Berlin - Ein Gruppenbild der SPD-Fraktion im Bundestag, auf dem die Politiker weder Abstände einhielten noch Maske trugen, hat für erhebliche Diskussionen gesorgt. Die SPD musste sich einige Kritik gefallen lassen.  SPD-Gesundheitspolitiker Karl Lauterbach war einer der wenigen, der mit Maske zu sehen war. Viele fragten sich in den sozialen Medien: Ist Corona jetzt vergessen? Hat die SPD die Pandemie jetzt beendet?

In der Bild-Sendung „Viertel nach Acht“ verteidigte Lauterbach seine Fraktionskollegen. Es sei nur ein „ganz kurzer Moment“ gewesen und die Fraktion sei „geimpft und getestet. Von daher bestand kein Risiko“.

Die Moderatorin äußerte den Vorwurf, dass die Politiker damit das falsche Bild senden würden und in vielen Schulen weiterhin eine strenge Maskenpflicht herrschen würde. Lauterbach entgegnete: „Wenn jetzt ein Klassenfoto gemacht würde ohne Maske, wenn es draußen wäre beispielsweise, hätte ich da null Probleme mit.“ Man müsse die Regeln „mit Verstand machen“.

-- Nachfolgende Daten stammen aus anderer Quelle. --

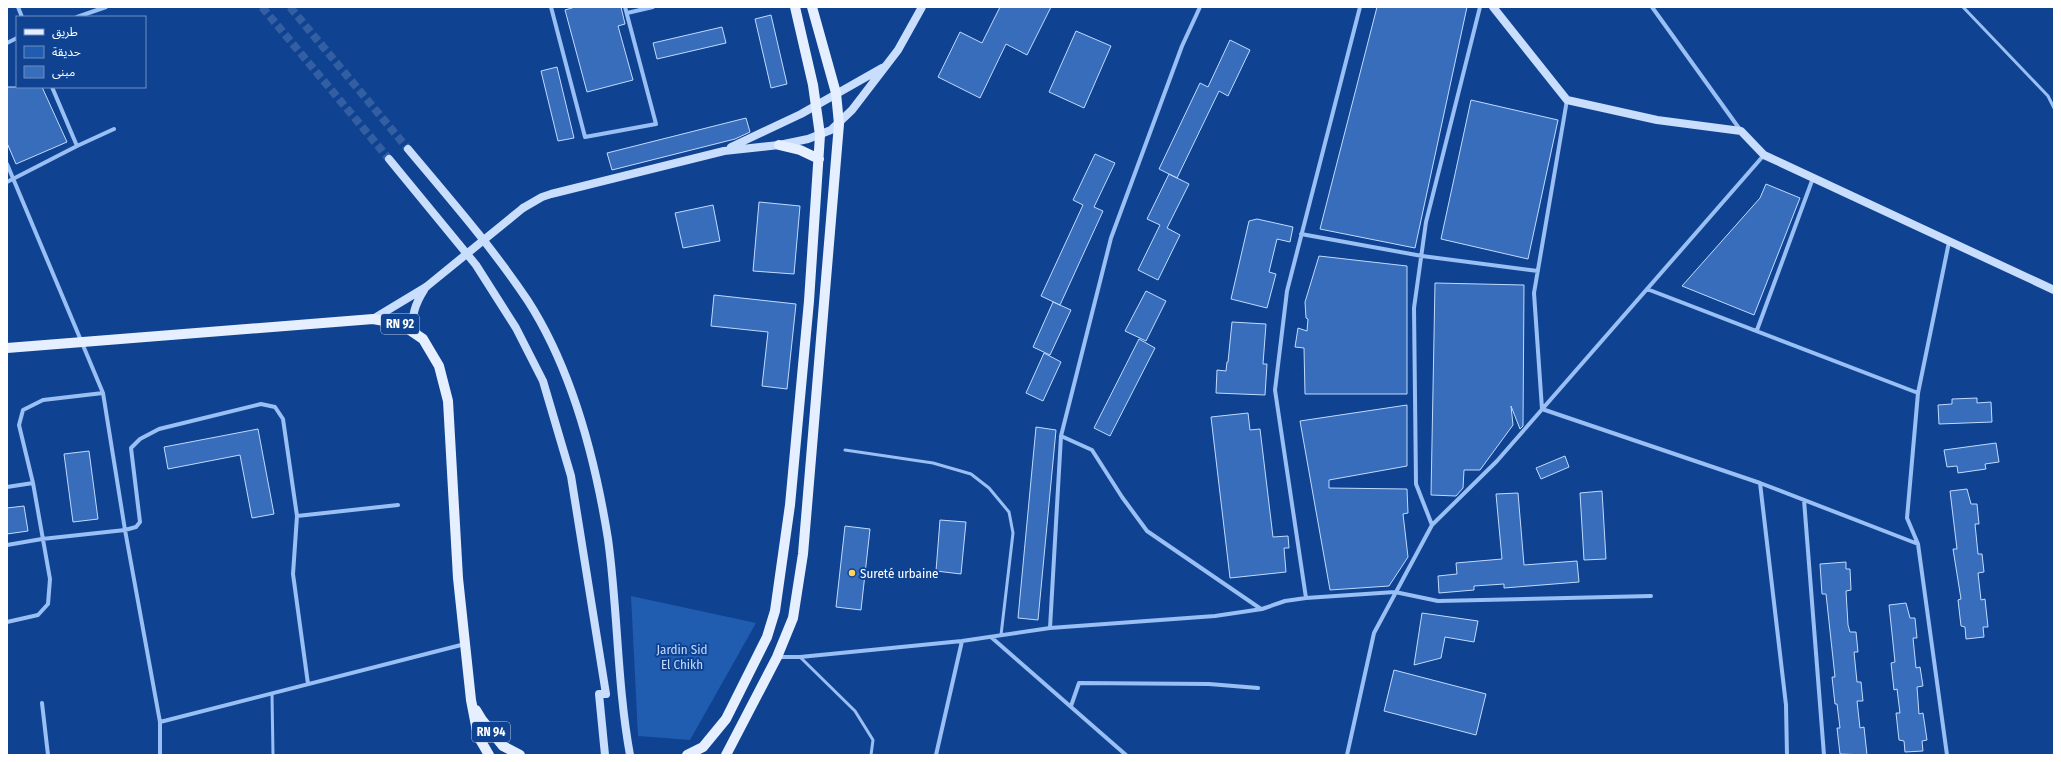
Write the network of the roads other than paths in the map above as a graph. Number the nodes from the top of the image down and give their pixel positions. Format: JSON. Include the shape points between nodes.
{"nodes":[{"id":1,"x":106,"y":7,"type":"edge"},
{"id":2,"x":551,"y":7,"type":"edge"},
{"id":3,"x":625,"y":7,"type":"edge"},
{"id":4,"x":653,"y":7,"type":"edge"},
{"id":5,"x":795,"y":7,"type":"edge"},
{"id":6,"x":812,"y":7,"type":"edge"},
{"id":7,"x":922,"y":7,"type":"edge"},
{"id":8,"x":1200,"y":7,"type":"edge"},
{"id":9,"x":1360,"y":7,"type":"edge"},
{"id":10,"x":1480,"y":7,"type":"edge"},
{"id":11,"x":1492,"y":7,"type":"edge"},
{"id":12,"x":1652,"y":7,"type":"edge"},
{"id":13,"x":1963,"y":7,"type":"edge"},
{"id":14,"x":627,"y":14,"type":"junction"},
{"id":15,"x":80,"y":16,"type":"edge"},
{"id":16,"x":886,"y":66,"type":"junction"},
{"id":17,"x":52,"y":88,"type":"edge"},
{"id":18,"x":836,"y":93,"type":"junction"},
{"id":19,"x":1567,"y":100,"type":"junction"},
{"id":20,"x":817,"y":105,"type":"junction"},
{"id":21,"x":2054,"y":108,"type":"edge"},
{"id":22,"x":839,"y":124,"type":"junction"},
{"id":23,"x":114,"y":129,"type":"dead end"},
{"id":24,"x":1741,"y":131,"type":"junction"},
{"id":25,"x":820,"y":136,"type":"junction"},
{"id":26,"x":779,"y":145,"type":"junction"},
{"id":27,"x":77,"y":146,"type":"junction"},
{"id":28,"x":408,"y":149,"type":"tunnel mouth"},
{"id":29,"x":724,"y":151,"type":"junction"},
{"id":30,"x":1764,"y":156,"type":"junction"},
{"id":31,"x":389,"y":159,"type":"tunnel mouth"},
{"id":32,"x":819,"y":159,"type":"junction"},
{"id":33,"x":7,"y":164,"type":"edge"},
{"id":34,"x":1813,"y":178,"type":"junction"},
{"id":35,"x":14,"y":180,"type":"junction"},
{"id":36,"x":7,"y":182,"type":"edge"},
{"id":37,"x":1300,"y":234,"type":"junction"},
{"id":38,"x":1949,"y":242,"type":"junction"},
{"id":39,"x":1422,"y":256,"type":"junction"},
{"id":40,"x":1538,"y":270,"type":"junction"},
{"id":41,"x":426,"y":287,"type":"junction"},
{"id":42,"x":1647,"y":289,"type":"junction"},
{"id":43,"x":2054,"y":290,"type":"edge"},
{"id":44,"x":809,"y":301,"type":"junction"},
{"id":45,"x":825,"y":302,"type":"junction"},
{"id":46,"x":373,"y":319,"type":"junction"},
{"id":47,"x":1757,"y":330,"type":"junction"},
{"id":48,"x":412,"y":332,"type":"junction"},
{"id":49,"x":81,"y":342,"type":"junction"},
{"id":50,"x":7,"y":348,"type":"edge"},
{"id":51,"x":103,"y":393,"type":"junction"},
{"id":52,"x":1918,"y":393,"type":"junction"},
{"id":53,"x":1542,"y":409,"type":"junction"},
{"id":54,"x":1061,"y":436,"type":"junction"},
{"id":55,"x":845,"y":450,"type":"dead end"},
{"id":56,"x":33,"y":482,"type":"junction"},
{"id":57,"x":1760,"y":483,"type":"junction"},
{"id":58,"x":7,"y":487,"type":"edge"},
{"id":59,"x":1804,"y":500,"type":"junction"},
{"id":60,"x":398,"y":505,"type":"dead end"},
{"id":61,"x":790,"y":505,"type":"junction"},
{"id":62,"x":807,"y":506,"type":"junction"},
{"id":63,"x":298,"y":516,"type":"junction"},
{"id":64,"x":1432,"y":525,"type":"junction"},
{"id":65,"x":125,"y":530,"type":"junction"},
{"id":66,"x":42,"y":539,"type":"junction"},
{"id":67,"x":1918,"y":544,"type":"junction"},
{"id":68,"x":7,"y":545,"type":"edge"},
{"id":69,"x":1395,"y":592,"type":"junction"},
{"id":70,"x":1651,"y":596,"type":"dead end"},
{"id":71,"x":1306,"y":598,"type":"junction"},
{"id":72,"x":1262,"y":609,"type":"junction"},
{"id":73,"x":7,"y":622,"type":"edge"},
{"id":74,"x":1050,"y":628,"type":"junction"},
{"id":75,"x":1001,"y":635,"type":"junction"},
{"id":76,"x":991,"y":637,"type":"junction"},
{"id":77,"x":962,"y":641,"type":"junction"},
{"id":78,"x":465,"y":644,"type":"junction"},
{"id":79,"x":777,"y":657,"type":"junction"},
{"id":80,"x":800,"y":657,"type":"junction"},
{"id":81,"x":308,"y":684,"type":"junction"},
{"id":82,"x":1258,"y":688,"type":"dead end"},
{"id":83,"x":272,"y":694,"type":"junction"},
{"id":84,"x":471,"y":700,"type":"junction"},
{"id":85,"x":42,"y":703,"type":"dead end"},
{"id":86,"x":1071,"y":706,"type":"junction"},
{"id":87,"x":160,"y":722,"type":"junction"},
{"id":88,"x":48,"y":755,"type":"edge"},
{"id":89,"x":160,"y":755,"type":"edge"},
{"id":90,"x":273,"y":755,"type":"edge"},
{"id":91,"x":489,"y":755,"type":"edge"},
{"id":92,"x":520,"y":755,"type":"edge"},
{"id":93,"x":605,"y":755,"type":"edge"},
{"id":94,"x":630,"y":755,"type":"edge"},
{"id":95,"x":687,"y":755,"type":"edge"},
{"id":96,"x":726,"y":755,"type":"edge"},
{"id":97,"x":871,"y":755,"type":"edge"},
{"id":98,"x":936,"y":755,"type":"edge"},
{"id":99,"x":1126,"y":755,"type":"edge"},
{"id":100,"x":1347,"y":755,"type":"edge"},
{"id":101,"x":1787,"y":755,"type":"edge"},
{"id":102,"x":1824,"y":755,"type":"edge"},
{"id":103,"x":1947,"y":755,"type":"edge"}],
"edges":[{"from":1,"to":15,"type":"street"},
{"from":2,"to":14,"type":"street","via":[[585,137],[656,124]]},
{"from":3,"to":14,"type":"street"},
{"from":4,"to":14,"type":"street"},
{"from":5,"to":20,"type":"main road"},
{"from":6,"to":18,"type":"main road"},
{"from":7,"to":16,"type":"street"},
{"from":8,"to":54,"type":"street","via":[[1182,46],[1111,238]]},
{"from":9,"to":37,"type":"street"},
{"from":10,"to":39,"type":"street","via":[[1426,222]]},
{"from":11,"to":19,"type":"street"},
{"from":12,"to":24,"type":"street"},
{"from":13,"to":21,"type":"lane","via":[[2048,96]]},
{"from":16,"to":18,"type":"street"},
{"from":16,"to":22,"type":"street"},
{"from":17,"to":27,"type":"street"},
{"from":18,"to":20,"type":"street"},
{"from":18,"to":22,"type":"main road"},
{"from":19,"to":24,"type":"street","via":[[1657,120]]},
{"from":19,"to":40,"type":"street"},
{"from":20,"to":25,"type":"main road"},
{"from":20,"to":29,"type":"street"},
{"from":22,"to":25,"type":"street"},
{"from":22,"to":45,"type":"main road"},
{"from":23,"to":27,"type":"street"},
{"from":24,"to":30,"type":"street"},
{"from":25,"to":26,"type":"street"},
{"from":25,"to":32,"type":"main road"},
{"from":26,"to":29,"type":"street"},
{"from":26,"to":32,"type":"main road","via":[[800,150]]},
{"from":27,"to":35,"type":"street"},
{"from":28,"to":94,"type":"street","via":[[498,259],[528,302],[554,349],[576,404],[608,540]]},
{"from":29,"to":41,"type":"street","bridge":true,"via":[[551,194],[523,208]]},
{"from":30,"to":34,"type":"street"},
{"from":30,"to":42,"type":"street"},
{"from":31,"to":93,"type":"street","via":[[476,265],[516,328],[543,381],[571,476],[586,562],[606,694],[599,694]]},
{"from":32,"to":44,"type":"main road"},
{"from":33,"to":35,"type":"street"},
{"from":34,"to":38,"type":"street"},
{"from":34,"to":47,"type":"street"},
{"from":35,"to":36,"type":"street"},
{"from":35,"to":49,"type":"street"},
{"from":37,"to":39,"type":"street"},
{"from":37,"to":71,"type":"street","via":[[1287,291],[1275,390]]},
{"from":38,"to":43,"type":"street"},
{"from":38,"to":52,"type":"street"},
{"from":39,"to":40,"type":"street"},
{"from":39,"to":64,"type":"street","via":[[1414,308],[1416,484]]},
{"from":40,"to":53,"type":"street","via":[[1534,293]]},
{"from":41,"to":46,"type":"street"},
{"from":41,"to":48,"type":"street","via":[[416,302]]},
{"from":42,"to":47,"type":"street"},
{"from":42,"to":53,"type":"street"},
{"from":44,"to":45,"type":"main road"},
{"from":44,"to":61,"type":"main road"},
{"from":45,"to":62,"type":"main road"},
{"from":46,"to":48,"type":"main road","number":"RN 92","via":[[401,324]]},
{"from":46,"to":49,"type":"main road","number":"RN 92"},
{"from":47,"to":52,"type":"street"},
{"from":48,"to":78,"type":"main road","number":"RN 92","via":[[422,339],[439,366],[448,401],[458,578]]},
{"from":49,"to":50,"type":"main road","number":"RN 92"},
{"from":49,"to":51,"type":"street"},
{"from":51,"to":56,"type":"street","via":[[43,400],[22,410],[20,425]]},
{"from":51,"to":65,"type":"street"},
{"from":52,"to":67,"type":"street","via":[[1907,518]]},
{"from":53,"to":57,"type":"street"},
{"from":53,"to":64,"type":"street","via":[[1497,461]]},
{"from":54,"to":72,"type":"street","via":[[1092,450],[1122,498],[1147,531]]},
{"from":54,"to":74,"type":"street"},
{"from":55,"to":75,"type":"lane","via":[[933,463],[972,474],[989,488],[1010,512],[1013,533]]},
{"from":56,"to":58,"type":"street"},
{"from":56,"to":66,"type":"street"},
{"from":57,"to":59,"type":"street"},
{"from":57,"to":101,"type":"street","via":[[1786,704]]},
{"from":59,"to":67,"type":"street"},
{"from":59,"to":102,"type":"street"},
{"from":60,"to":63,"type":"street"},
{"from":61,"to":62,"type":"main road"},
{"from":61,"to":95,"type":"main road","via":[[774,611],[767,637],[726,719],[703,747]]},
{"from":62,"to":79,"type":"main road","via":[[793,618]]},
{"from":63,"to":65,"type":"street","via":[[283,418],[275,407],[261,404],[159,429],[140,439],[131,448],[140,522],[136,527]]},
{"from":63,"to":81,"type":"street","via":[[293,574]]},
{"from":64,"to":69,"type":"street"},
{"from":65,"to":66,"type":"street"},
{"from":65,"to":87,"type":"street"},
{"from":66,"to":68,"type":"street"},
{"from":66,"to":73,"type":"street","via":[[50,579],[48,604],[38,615]]},
{"from":67,"to":103,"type":"street"},
{"from":69,"to":70,"type":"street","via":[[1438,601]]},
{"from":69,"to":71,"type":"street"},
{"from":69,"to":100,"type":"street","via":[[1374,633]]},
{"from":71,"to":72,"type":"street","via":[[1285,601]]},
{"from":72,"to":74,"type":"street","via":[[1215,616]]},
{"from":74,"to":75,"type":"street"},
{"from":75,"to":76,"type":"street"},
{"from":76,"to":77,"type":"street"},
{"from":76,"to":86,"type":"street"},
{"from":77,"to":80,"type":"street"},
{"from":77,"to":98,"type":"street"},
{"from":78,"to":81,"type":"street"},
{"from":78,"to":84,"type":"main road","number":"RN 92"},
{"from":79,"to":80,"type":"street"},
{"from":79,"to":96,"type":"main road"},
{"from":80,"to":97,"type":"lane","via":[[856,711],[873,740]]},
{"from":81,"to":83,"type":"street"},
{"from":82,"to":86,"type":"street","via":[[1209,684],[1080,683]]},
{"from":83,"to":87,"type":"street"},
{"from":83,"to":90,"type":"lane"},
{"from":84,"to":91,"type":"main road","number":"RN 94","via":[[478,736]]},
{"from":84,"to":92,"type":"main road","number":"RN 94","via":[[482,720],[503,746]]},
{"from":85,"to":88,"type":"street"},
{"from":86,"to":99,"type":"street"},
{"from":87,"to":89,"type":"street"}]}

Lauterbach: Wir haben Corona noch nicht im Griff

Indessen warnt Lauterbach weiter vor einer Corona-Welle im Herbst und Winter und fordert eine strikte 2G-Regel. „Immer noch sind 30 Prozent der Unter-60-Jährigen nicht geimpft. Wir unterschätzen diese enorme Zahl. Sie ist zu hoch, um einen Anstieg der Infektionszahlen zu verhindern. Das Virus wird sich weiter ausbreiten in der kalten Jahreszeit, in der sich das Leben wieder in geschlossene Räume verlagert“, sagt Lauterbach dem Kölner Stadt-Anzeiger.

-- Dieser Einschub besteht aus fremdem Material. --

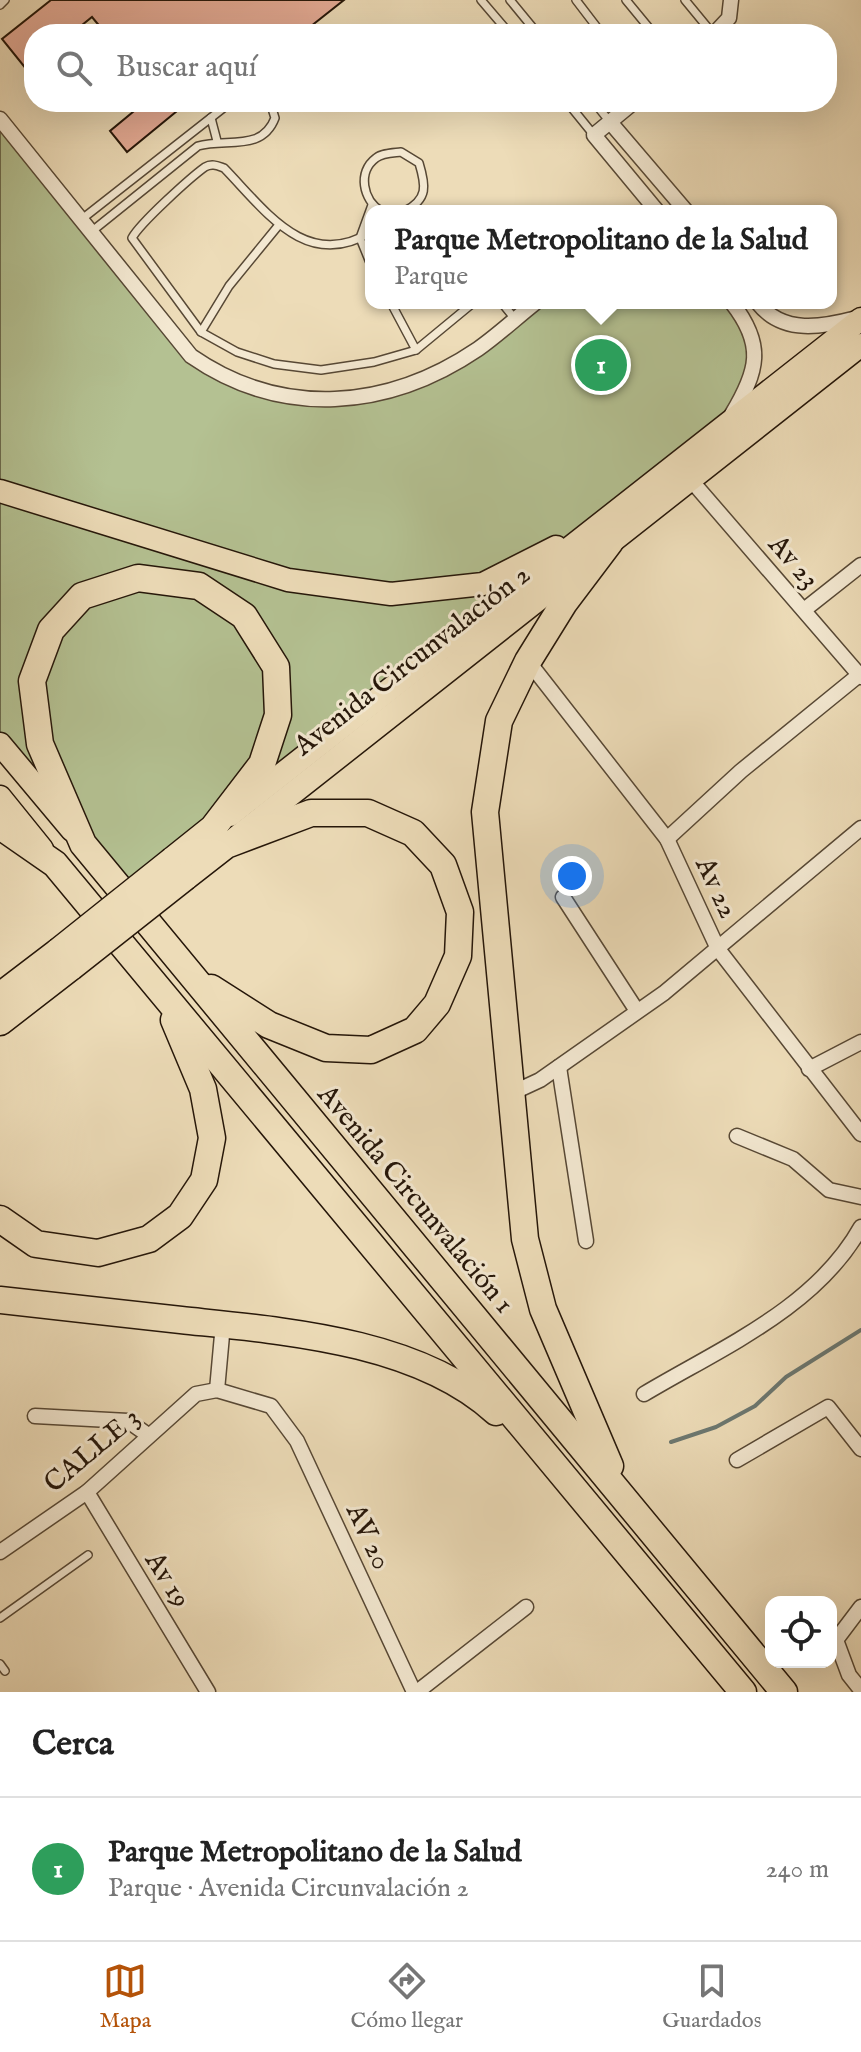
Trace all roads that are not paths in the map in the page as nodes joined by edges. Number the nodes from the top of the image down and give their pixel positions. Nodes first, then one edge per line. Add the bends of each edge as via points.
1 (5, 0) edge
2 (481, 0) edge
3 (510, 0) edge
4 (576, 0) edge
5 (626, 0) edge
6 (685, 0) edge
7 (731, 0) edge
8 (0, 5) edge
9 (501, 24) edge
10 (530, 24) edge
11 (594, 24) edge
12 (646, 24) edge
13 (705, 24) edge
14 (723, 24) edge
15 (218, 112) edge
16 (273, 112) edge
17 (575, 112) edge
18 (602, 112) edge
19 (622, 112) edge
20 (211, 118) junction
21 (0, 119) edge
22 (610, 122) junction
23 (594, 135) junction
24 (217, 141) junction
25 (419, 204) edge
26 (372, 205) edge
27 (653, 205) edge
28 (681, 205) edge
29 (81, 219) junction
30 (365, 224) edge
31 (278, 226) junction
32 (91, 232) junction
33 (365, 235) edge
34 (360, 238) junction
35 (365, 250) edge
36 (394, 309) edge
37 (466, 309) edge
38 (507, 309) edge
39 (528, 309) edge
40 (737, 309) edge
41 (768, 309) edge
42 (861, 318) edge
43 (515, 319) junction
44 (201, 332) junction
45 (861, 345) edge
46 (416, 350) junction
47 (725, 426) junction
48 (690, 479) junction
49 (0, 491) edge
50 (605, 533) junction
51 (861, 565) edge
52 (804, 610) junction
53 (528, 661) junction
54 (860, 676) edge
55 (0, 744) edge
56 (0, 797) edge
57 (0, 826) edge
58 (861, 828) edge
59 (220, 837) junction
60 (667, 839) junction
61 (83, 844) junction
62 (55, 864) junction
63 (563, 897) dead end
64 (718, 949) junction
65 (191, 976) junction
66 (164, 995) junction
67 (637, 1011) junction
68 (3, 1016) edge
69 (861, 1042) edge
70 (559, 1067) junction
71 (809, 1069) junction
72 (512, 1093) junction
73 (861, 1134) edge
74 (737, 1136) dead end
75 (861, 1197) edge
76 (0, 1219) edge
77 (861, 1227) edge
78 (586, 1241) dead end
79 (0, 1300) edge
80 (223, 1324) junction
81 (217, 1390) junction
82 (644, 1394) dead end
83 (35, 1416) dead end
84 (148, 1435) junction
85 (861, 1449) edge
86 (737, 1460) dead end
87 (559, 1470) junction
88 (87, 1492) junction
89 (625, 1499) junction
90 (0, 1552) edge
91 (88, 1555) dead end
92 (526, 1607) dead end
93 (861, 1607) edge
94 (0, 1618) edge
95 (861, 1690) edge
96 (208, 1692) edge
97 (415, 1692) edge
98 (743, 1692) edge
99 (784, 1692) edge

1 - 8 lane
2 - 9 lane
3 - 10 lane
4 - 11 lane
5 - 12 lane
6 - 13 lane
7 - 14 street
15 - 20 lane
16 - 24 lane via 265,135 248,142
17 - 23 lane
18 - 22 lane
19 - 22 street
20 - 24 lane
20 - 29 lane
21 - 29 street
22 - 23 street
22 - 28 street
23 - 27 street
24 - 32 lane via 179,159
25 - 26 lane via 426,187 419,163 401,152 378,156 366,168 364,192
29 - 32 street
30 - 34 lane
31 - 34 lane via 323,245 349,245
31 - 44 lane via 229,286
31 - 44 lane via 224,168 215,165 206,167 136,230 132,238 137,247
32 - 43 street via 191,356 221,376 301,399 341,401 383,393 477,349
33 - 34 lane
34 - 35 lane
36 - 46 lane
37 - 46 lane
38 - 43 lane
39 - 43 street
40 - 47 street via 756,351 752,376
41 - 42 street via 795,326 824,327
42 - 47 main road, Avenida Circunvalación 2
44 - 46 lane via 274,364 321,370
45 - 48 main road, Avenida Circunvalación 2
47 - 50 main road, Avenida Circunvalación 2
48 - 50 main road, Avenida Circunvalación 2
48 - 52 street, Av 23
49 - 50 main road via 288,580 391,594 483,584
50 - 53 highway
50 - 59 main road, Avenida Circunvalación 2
51 - 52 street
52 - 54 street, Av 23
53 - 60 street, Av 22
53 - 72 highway via 499,721 485,812
54 - 60 street via 741,771
55 - 61 main road, Avenida Circunvalación 1
56 - 62 main road
57 - 62 highway
58 - 64 street
59 - 61 highway via 262,764 278,715 276,667 244,616 224,602 199,586 138,578 82,596 51,630 32,681 40,744
59 - 65 highway via 311,813 368,813 413,833 443,865 460,912 458,956 437,1004 415,1030 371,1050 326,1048 269,1025
59 - 68 highway, Avenida Circunvalación 2, bridge via 65,959
60 - 64 street, Av 22
61 - 65 highway, Avenida Circunvalación 1
62 - 66 highway
63 - 67 street
64 - 67 street
64 - 71 street, Av 22
65 - 89 highway, Avenida Circunvalación 1
66 - 76 highway via 203,1089 212,1138 204,1180 180,1216 149,1239 98,1253 36,1244
66 - 87 highway
67 - 70 street
69 - 71 street
70 - 72 street
70 - 78 street
71 - 73 street, Av 22
72 - 89 highway via 525,1239 543,1309
74 - 75 street via 793,1159 829,1190
77 - 82 street via 824,1280 770,1319
79 - 80 highway
80 - 81 street
80 - 87 highway via 301,1333 402,1359 478,1395
81 - 84 street, CALLE 3 via 196,1394
81 - 97 street, AV 20 via 271,1406 297,1441
83 - 84 street via 128,1421
84 - 88 street, CALLE 3
85 - 86 street via 828,1407
87 - 98 highway
88 - 90 street, CALLE 3
88 - 96 street, Av 19
89 - 99 highway, Avenida Circunvalación 1
91 - 94 lane
92 - 97 street
93 - 95 street via 836,1640 849,1675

„Die Menschen denken, wir hätten das Virus im Griff, das Gegenteil ist der Fall: Die Probleme sind nicht gelöst.“ Unterschätzt würden auch die Durchbruchinfektionen. Lauterbach verweist auf eine aktuelle amerikanische Studie, die zeigt, dass infizierte Geimpfte die gleich hohe Viruslast tragen wie Nicht-Geimpfte und damit gleich ansteckend sind. Um „gut durch den Winter zu kommen“ plädiert Lauterbach für „eine Kombination von strikter Einhaltung der 2G-Regeln (genesen oder geimpft), konsequentem Testen und Impf-Anreizen auch mittels einer besseren medizinischen Aufklärung“.